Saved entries
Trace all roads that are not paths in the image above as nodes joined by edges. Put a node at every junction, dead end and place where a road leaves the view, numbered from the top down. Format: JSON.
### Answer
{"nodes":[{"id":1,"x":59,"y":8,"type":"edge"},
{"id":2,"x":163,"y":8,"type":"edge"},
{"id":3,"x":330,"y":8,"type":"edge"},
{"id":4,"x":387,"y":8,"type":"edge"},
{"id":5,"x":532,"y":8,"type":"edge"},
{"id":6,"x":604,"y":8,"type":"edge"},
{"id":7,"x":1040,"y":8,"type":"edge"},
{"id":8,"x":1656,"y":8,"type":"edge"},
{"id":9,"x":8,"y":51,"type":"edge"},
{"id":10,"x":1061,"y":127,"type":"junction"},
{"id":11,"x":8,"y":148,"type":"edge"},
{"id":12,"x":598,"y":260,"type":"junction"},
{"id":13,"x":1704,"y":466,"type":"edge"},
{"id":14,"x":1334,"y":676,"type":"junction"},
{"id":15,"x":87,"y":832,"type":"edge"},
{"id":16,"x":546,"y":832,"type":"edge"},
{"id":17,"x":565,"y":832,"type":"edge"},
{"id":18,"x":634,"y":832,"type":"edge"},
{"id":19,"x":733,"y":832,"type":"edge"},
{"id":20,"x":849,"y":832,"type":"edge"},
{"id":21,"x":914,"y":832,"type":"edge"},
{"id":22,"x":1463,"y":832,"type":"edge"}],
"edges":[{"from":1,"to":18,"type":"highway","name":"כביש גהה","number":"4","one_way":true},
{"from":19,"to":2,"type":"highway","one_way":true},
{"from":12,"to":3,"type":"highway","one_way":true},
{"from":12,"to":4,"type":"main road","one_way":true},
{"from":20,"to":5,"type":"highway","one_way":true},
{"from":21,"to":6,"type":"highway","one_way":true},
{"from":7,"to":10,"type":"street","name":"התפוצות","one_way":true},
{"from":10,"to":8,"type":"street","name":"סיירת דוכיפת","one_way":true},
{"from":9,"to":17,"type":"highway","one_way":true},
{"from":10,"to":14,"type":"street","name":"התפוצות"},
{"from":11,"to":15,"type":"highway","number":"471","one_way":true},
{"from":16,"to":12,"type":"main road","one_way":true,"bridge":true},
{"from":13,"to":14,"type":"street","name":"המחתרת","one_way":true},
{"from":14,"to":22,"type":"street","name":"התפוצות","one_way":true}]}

_WHAT TO PRODUCE_.
The full set of entries must be printed again without any alteration.

_ANSWER TO THIS PROBLEM_.
Trace all roads that are not paths in the image above as nodes joined by edges. Put a node at every junction, dead end and place where a road leaves the view, numbered from the top down. Format: JSON.
### Answer
{"nodes":[{"id":1,"x":59,"y":8,"type":"edge"},
{"id":2,"x":163,"y":8,"type":"edge"},
{"id":3,"x":330,"y":8,"type":"edge"},
{"id":4,"x":387,"y":8,"type":"edge"},
{"id":5,"x":532,"y":8,"type":"edge"},
{"id":6,"x":604,"y":8,"type":"edge"},
{"id":7,"x":1040,"y":8,"type":"edge"},
{"id":8,"x":1656,"y":8,"type":"edge"},
{"id":9,"x":8,"y":51,"type":"edge"},
{"id":10,"x":1061,"y":127,"type":"junction"},
{"id":11,"x":8,"y":148,"type":"edge"},
{"id":12,"x":598,"y":260,"type":"junction"},
{"id":13,"x":1704,"y":466,"type":"edge"},
{"id":14,"x":1334,"y":676,"type":"junction"},
{"id":15,"x":87,"y":832,"type":"edge"},
{"id":16,"x":546,"y":832,"type":"edge"},
{"id":17,"x":565,"y":832,"type":"edge"},
{"id":18,"x":634,"y":832,"type":"edge"},
{"id":19,"x":733,"y":832,"type":"edge"},
{"id":20,"x":849,"y":832,"type":"edge"},
{"id":21,"x":914,"y":832,"type":"edge"},
{"id":22,"x":1463,"y":832,"type":"edge"}],
"edges":[{"from":1,"to":18,"type":"highway","name":"כביש גהה","number":"4","one_way":true},
{"from":19,"to":2,"type":"highway","one_way":true},
{"from":12,"to":3,"type":"highway","one_way":true},
{"from":12,"to":4,"type":"main road","one_way":true},
{"from":20,"to":5,"type":"highway","one_way":true},
{"from":21,"to":6,"type":"highway","one_way":true},
{"from":7,"to":10,"type":"street","name":"התפוצות","one_way":true},
{"from":10,"to":8,"type":"street","name":"סיירת דוכיפת","one_way":true},
{"from":9,"to":17,"type":"highway","one_way":true},
{"from":10,"to":14,"type":"street","name":"התפוצות"},
{"from":11,"to":15,"type":"highway","number":"471","one_way":true},
{"from":16,"to":12,"type":"main road","one_way":true,"bridge":true},
{"from":13,"to":14,"type":"street","name":"המחתרת","one_way":true},
{"from":14,"to":22,"type":"street","name":"התפוצות","one_way":true}]}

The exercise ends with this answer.